### EXERCISE OBJECTIVE
The answer should be one number: the count of lines in the listing below with "image" in them.

### SOURCE DATA

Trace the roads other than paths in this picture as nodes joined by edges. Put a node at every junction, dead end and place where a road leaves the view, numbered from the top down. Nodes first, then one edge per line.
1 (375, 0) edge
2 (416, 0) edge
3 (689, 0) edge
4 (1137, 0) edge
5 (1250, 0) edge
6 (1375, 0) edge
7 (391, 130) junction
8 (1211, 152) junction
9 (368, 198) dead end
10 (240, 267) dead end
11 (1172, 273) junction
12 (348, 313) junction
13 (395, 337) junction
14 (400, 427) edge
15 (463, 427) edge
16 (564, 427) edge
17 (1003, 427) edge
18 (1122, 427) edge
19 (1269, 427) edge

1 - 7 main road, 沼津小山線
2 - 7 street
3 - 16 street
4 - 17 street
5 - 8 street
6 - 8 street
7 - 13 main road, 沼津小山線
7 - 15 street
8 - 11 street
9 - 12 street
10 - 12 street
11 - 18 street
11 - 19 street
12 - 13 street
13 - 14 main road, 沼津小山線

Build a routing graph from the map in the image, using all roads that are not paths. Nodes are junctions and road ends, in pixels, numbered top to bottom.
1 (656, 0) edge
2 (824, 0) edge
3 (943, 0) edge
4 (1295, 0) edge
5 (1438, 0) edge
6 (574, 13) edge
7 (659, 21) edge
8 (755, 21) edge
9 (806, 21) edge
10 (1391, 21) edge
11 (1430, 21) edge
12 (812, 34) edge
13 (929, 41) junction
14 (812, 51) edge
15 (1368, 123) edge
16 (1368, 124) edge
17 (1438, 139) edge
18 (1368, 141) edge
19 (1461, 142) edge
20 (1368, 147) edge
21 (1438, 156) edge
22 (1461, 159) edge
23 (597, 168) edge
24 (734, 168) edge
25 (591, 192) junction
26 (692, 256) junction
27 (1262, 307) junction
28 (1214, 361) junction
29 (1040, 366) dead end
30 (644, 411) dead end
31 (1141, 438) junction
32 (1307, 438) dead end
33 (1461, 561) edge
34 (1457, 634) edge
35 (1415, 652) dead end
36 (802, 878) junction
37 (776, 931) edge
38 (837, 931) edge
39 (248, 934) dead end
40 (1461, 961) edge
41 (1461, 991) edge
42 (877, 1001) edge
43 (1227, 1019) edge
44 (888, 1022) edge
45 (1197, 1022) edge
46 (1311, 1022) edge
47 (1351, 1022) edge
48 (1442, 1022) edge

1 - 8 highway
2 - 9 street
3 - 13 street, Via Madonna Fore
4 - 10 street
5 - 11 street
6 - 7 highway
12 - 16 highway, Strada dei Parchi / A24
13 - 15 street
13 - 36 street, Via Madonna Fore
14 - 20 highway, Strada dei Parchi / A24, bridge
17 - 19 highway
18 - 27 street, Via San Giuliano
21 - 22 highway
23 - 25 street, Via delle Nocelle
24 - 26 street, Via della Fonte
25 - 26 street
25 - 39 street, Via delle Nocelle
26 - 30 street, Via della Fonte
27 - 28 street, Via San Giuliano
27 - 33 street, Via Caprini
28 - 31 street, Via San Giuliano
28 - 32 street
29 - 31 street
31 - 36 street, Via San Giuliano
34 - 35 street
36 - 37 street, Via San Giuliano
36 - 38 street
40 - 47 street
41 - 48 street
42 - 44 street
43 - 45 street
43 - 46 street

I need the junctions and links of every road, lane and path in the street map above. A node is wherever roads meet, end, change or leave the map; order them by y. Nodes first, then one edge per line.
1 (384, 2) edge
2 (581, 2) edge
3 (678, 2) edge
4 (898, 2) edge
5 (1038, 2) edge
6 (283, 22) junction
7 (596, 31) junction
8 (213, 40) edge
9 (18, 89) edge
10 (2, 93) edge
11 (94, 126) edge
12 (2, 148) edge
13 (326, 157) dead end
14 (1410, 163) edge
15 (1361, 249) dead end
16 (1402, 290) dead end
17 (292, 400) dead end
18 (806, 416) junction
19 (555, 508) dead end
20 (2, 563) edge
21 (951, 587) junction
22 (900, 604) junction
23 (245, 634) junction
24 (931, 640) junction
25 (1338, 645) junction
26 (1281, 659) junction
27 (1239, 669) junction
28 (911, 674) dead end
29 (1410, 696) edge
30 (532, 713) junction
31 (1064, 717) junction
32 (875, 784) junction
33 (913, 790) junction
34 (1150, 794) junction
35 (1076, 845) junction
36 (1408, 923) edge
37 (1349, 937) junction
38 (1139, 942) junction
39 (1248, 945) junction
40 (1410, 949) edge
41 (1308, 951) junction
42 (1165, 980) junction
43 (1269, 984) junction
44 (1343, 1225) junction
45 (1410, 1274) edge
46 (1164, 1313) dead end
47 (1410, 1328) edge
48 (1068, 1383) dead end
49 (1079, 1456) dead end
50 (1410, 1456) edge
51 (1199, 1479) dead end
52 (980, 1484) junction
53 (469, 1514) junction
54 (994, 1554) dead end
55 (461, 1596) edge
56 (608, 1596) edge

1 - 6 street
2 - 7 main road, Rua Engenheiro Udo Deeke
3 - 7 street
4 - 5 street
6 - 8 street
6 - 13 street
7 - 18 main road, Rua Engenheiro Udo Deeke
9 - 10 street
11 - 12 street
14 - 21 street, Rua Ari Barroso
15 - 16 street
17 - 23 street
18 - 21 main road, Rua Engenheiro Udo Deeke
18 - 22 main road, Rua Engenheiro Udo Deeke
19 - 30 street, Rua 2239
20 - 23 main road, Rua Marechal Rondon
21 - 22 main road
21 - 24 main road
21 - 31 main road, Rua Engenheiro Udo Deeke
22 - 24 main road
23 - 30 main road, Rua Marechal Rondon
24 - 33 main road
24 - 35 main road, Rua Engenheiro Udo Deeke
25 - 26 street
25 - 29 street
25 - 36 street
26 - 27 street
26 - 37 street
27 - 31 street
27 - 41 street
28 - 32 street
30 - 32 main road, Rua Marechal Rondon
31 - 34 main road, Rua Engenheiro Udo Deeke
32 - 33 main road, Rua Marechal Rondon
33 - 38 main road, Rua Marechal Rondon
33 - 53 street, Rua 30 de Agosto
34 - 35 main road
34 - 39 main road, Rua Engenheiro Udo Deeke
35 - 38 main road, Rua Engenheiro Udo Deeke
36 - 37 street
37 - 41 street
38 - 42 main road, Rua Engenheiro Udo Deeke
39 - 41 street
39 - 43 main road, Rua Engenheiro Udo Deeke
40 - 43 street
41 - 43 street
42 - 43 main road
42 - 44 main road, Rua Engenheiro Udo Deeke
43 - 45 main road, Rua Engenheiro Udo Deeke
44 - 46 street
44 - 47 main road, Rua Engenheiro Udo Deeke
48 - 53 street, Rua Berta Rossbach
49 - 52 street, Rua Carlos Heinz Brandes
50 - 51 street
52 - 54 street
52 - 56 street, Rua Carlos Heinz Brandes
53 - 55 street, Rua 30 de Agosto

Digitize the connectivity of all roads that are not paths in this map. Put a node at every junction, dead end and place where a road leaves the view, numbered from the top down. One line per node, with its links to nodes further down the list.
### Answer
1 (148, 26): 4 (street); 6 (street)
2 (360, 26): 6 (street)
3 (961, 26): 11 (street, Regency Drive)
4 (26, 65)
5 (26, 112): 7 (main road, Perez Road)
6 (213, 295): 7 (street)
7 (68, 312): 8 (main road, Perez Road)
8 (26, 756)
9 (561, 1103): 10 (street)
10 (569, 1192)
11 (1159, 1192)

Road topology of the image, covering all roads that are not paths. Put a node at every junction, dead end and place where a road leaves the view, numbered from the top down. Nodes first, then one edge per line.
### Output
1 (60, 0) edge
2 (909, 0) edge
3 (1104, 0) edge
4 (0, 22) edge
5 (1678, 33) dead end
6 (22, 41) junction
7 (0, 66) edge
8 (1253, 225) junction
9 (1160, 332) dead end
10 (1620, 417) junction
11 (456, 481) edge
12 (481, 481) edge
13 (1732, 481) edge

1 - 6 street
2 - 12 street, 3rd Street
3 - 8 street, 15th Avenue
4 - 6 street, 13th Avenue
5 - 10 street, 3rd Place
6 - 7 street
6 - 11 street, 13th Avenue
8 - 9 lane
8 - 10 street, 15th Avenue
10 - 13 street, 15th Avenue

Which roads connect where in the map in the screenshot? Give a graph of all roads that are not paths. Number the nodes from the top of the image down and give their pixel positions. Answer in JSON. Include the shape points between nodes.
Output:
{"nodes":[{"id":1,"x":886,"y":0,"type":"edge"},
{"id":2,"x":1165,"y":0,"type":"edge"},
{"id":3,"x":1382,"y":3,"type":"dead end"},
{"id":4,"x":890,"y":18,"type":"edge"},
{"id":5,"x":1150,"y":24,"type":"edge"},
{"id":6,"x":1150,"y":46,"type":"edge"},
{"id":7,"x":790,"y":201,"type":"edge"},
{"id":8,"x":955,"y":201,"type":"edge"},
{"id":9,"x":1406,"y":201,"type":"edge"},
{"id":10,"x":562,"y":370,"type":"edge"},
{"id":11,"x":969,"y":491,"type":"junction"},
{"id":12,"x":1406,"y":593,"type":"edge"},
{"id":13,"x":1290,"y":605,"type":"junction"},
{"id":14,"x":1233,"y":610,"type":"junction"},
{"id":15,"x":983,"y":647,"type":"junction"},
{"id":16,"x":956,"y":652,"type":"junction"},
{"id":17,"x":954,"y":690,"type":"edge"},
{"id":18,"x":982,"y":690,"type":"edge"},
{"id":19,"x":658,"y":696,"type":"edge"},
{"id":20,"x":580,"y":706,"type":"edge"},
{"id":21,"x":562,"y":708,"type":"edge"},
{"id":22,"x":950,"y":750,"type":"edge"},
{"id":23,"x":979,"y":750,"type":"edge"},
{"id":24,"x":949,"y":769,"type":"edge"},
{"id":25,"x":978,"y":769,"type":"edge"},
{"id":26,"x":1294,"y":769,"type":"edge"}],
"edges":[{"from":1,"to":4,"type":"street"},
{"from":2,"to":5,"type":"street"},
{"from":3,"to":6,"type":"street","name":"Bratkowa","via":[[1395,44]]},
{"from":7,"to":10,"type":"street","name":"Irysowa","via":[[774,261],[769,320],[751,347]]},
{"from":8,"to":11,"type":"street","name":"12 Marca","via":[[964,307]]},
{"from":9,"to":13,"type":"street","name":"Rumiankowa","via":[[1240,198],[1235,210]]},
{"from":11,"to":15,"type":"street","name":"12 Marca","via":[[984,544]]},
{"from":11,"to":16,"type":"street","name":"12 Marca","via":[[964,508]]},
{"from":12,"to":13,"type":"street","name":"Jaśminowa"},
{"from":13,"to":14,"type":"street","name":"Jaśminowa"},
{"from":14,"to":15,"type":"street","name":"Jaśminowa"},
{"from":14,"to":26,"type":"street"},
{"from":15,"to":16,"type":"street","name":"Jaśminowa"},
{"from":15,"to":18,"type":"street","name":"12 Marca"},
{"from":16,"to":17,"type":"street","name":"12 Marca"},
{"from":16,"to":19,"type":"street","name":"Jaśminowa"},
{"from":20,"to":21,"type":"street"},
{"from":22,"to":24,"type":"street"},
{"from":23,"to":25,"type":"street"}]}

### RESPONSE TO THIS TASK
3